What must distinguish us from the reformists is that we do not want to limit the struggle to democracy and civil society or create new barriers for the mass movement. At the same time, we do not want to be like some on the Left who stay away from mass struggles for democracy. We want to have a specific analysis of specific conditions and to seek to concretize a philosophy of revolution for our times. We do not want to separate a philosophy of revolution from concrete struggles for freedom.

As Marx wrote to Arnold Ruge, "Nothing prevents us from making criticism of politics, participation in politics, and therefore real struggles, the starting point of our criticism, and from identifying our criticism with them. In that case we do not confront the world in a doctrinaire way with a new principle: Here is the truth, kneel down before it! We develop new principles for the world out of the world's own principles. We do not say to the world: Cease your struggles, they are foolish; we will give you the true slogan of struggle. We merely show the world what it is really fighting for, and consciousness is something that it has to acquire, even if it does not want to."

In another place Marx wrote, "We can formulate the trend of our journal as being: self-clarification (critical philosophy) to be gained by the present time 'of its struggles and desires. This is a work for the world and for us. It can be only the work of united forces. It is a matter of a confession, and nothing more. In order to secure remission of its sins, mankind has only to declare them for what they actually are."

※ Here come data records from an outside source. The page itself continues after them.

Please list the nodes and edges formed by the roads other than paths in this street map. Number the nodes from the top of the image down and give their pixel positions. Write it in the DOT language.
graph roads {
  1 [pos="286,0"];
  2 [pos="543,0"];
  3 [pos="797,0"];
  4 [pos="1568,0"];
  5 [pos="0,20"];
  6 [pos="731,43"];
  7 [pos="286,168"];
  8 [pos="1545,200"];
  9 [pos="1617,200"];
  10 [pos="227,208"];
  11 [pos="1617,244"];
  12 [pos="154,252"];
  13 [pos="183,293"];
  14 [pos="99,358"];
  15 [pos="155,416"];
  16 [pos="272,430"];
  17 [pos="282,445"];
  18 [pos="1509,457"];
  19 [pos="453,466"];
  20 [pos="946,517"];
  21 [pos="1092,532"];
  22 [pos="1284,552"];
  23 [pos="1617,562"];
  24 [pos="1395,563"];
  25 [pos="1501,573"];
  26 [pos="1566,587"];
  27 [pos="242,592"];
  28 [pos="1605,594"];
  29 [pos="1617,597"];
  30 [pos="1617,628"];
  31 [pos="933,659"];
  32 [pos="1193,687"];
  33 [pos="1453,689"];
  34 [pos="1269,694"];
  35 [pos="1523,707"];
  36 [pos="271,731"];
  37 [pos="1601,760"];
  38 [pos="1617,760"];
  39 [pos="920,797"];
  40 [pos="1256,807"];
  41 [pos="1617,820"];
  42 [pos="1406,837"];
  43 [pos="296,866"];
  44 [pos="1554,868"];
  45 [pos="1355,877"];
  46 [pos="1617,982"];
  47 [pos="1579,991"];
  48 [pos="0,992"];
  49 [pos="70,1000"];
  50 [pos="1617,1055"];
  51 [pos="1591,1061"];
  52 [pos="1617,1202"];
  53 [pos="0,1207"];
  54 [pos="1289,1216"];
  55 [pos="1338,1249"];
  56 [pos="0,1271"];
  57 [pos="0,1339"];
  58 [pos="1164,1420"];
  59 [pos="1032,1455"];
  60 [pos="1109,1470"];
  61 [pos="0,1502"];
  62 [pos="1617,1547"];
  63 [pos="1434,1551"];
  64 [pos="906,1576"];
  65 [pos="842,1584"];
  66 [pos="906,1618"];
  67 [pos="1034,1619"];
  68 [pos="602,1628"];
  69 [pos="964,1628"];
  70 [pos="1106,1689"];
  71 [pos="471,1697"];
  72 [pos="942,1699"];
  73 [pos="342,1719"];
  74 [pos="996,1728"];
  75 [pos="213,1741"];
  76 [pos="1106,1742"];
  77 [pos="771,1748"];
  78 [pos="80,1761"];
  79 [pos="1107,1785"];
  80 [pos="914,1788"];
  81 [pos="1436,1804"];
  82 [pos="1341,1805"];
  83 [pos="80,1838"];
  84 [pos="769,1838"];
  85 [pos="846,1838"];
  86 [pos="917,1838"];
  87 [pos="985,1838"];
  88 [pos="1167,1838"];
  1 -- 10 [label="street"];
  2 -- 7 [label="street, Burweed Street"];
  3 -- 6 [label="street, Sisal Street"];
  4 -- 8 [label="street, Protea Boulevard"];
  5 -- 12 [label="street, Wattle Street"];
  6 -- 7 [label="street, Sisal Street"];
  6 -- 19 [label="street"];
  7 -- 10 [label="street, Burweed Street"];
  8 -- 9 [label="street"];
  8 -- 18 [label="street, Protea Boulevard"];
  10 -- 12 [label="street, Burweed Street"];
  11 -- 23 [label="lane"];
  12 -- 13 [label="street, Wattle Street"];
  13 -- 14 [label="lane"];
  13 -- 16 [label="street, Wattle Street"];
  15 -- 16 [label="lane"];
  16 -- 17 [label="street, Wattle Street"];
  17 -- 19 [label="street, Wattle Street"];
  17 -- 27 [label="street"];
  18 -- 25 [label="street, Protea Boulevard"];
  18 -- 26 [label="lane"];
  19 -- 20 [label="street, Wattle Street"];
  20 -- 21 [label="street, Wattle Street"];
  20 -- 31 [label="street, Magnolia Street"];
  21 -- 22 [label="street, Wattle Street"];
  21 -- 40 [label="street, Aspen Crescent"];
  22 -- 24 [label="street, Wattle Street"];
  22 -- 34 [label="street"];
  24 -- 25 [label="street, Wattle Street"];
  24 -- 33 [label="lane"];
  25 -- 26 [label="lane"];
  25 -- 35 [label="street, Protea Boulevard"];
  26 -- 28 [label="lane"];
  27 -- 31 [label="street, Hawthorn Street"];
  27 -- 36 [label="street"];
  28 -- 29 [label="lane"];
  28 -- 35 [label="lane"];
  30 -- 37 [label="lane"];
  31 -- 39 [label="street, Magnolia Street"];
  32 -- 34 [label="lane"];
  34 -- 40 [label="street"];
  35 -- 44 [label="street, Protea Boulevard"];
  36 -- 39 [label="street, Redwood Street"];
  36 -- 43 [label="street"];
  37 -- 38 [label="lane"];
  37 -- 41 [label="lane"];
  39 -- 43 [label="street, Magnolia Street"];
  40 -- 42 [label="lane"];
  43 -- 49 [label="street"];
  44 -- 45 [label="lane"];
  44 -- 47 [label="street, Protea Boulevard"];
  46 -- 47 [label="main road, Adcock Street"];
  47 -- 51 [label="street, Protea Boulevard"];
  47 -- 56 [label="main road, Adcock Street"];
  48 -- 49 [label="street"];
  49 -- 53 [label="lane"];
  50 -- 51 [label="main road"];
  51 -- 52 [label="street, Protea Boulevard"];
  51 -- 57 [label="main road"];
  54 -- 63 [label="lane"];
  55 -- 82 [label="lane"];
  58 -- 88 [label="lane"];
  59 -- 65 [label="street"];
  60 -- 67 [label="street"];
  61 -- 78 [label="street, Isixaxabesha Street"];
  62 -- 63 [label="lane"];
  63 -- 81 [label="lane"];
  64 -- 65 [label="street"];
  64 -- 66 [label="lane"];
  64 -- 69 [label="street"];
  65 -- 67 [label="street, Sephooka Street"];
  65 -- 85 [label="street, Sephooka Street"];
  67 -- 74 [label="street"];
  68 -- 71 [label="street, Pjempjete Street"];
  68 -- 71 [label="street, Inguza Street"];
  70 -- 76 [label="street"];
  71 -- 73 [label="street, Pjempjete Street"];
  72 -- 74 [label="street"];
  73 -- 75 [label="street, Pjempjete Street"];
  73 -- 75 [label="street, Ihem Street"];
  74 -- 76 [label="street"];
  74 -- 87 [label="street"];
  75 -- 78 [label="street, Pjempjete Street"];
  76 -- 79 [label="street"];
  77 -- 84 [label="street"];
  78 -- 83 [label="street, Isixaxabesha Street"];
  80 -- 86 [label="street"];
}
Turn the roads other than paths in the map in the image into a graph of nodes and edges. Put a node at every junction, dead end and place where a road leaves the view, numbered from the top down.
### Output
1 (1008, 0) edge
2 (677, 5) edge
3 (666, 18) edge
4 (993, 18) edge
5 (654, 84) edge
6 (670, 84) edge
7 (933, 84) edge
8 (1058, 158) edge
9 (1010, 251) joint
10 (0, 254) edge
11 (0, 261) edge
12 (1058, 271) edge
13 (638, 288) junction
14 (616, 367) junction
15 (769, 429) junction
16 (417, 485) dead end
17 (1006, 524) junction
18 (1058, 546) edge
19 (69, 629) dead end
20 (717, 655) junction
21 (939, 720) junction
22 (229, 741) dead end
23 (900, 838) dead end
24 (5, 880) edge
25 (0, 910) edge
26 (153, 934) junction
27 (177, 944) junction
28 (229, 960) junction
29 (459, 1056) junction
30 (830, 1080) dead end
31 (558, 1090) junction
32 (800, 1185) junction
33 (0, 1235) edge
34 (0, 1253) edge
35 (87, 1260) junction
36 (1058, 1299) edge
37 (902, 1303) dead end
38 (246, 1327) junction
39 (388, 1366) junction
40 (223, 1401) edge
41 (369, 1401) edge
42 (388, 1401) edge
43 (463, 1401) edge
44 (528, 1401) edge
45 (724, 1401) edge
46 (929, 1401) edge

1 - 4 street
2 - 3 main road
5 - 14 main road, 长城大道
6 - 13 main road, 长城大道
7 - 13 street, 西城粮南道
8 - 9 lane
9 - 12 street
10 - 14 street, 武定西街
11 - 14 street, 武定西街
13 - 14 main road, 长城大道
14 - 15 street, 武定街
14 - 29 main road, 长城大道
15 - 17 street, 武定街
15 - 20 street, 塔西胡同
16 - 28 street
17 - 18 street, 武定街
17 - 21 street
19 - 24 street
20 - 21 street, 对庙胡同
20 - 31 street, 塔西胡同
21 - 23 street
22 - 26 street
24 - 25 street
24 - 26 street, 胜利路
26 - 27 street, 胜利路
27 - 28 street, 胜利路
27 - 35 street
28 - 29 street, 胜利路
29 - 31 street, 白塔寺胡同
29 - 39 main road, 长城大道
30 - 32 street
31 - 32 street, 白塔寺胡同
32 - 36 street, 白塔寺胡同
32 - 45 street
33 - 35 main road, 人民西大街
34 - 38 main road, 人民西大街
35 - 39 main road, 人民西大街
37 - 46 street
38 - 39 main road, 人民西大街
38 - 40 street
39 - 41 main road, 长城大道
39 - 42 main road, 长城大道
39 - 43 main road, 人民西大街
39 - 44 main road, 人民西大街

If we want to respond fully and creatively to the movement, our attitude toward mass struggles must articulate these demands and not take an administrative approach towards them from above.

In Iran at this moment, freedom of speech and press has become a major part of the struggle for freedom. Take the latest attacks on four students and a teacher for publishing and performing "Wave", a play that is said to insult Islam, and as such, they will be sentenced to prison for heresy. We need to find ways to express our defense of speech and press freedom. This can be done through holding meetings and conferences and contacting others to create a network of support, and organizing protests.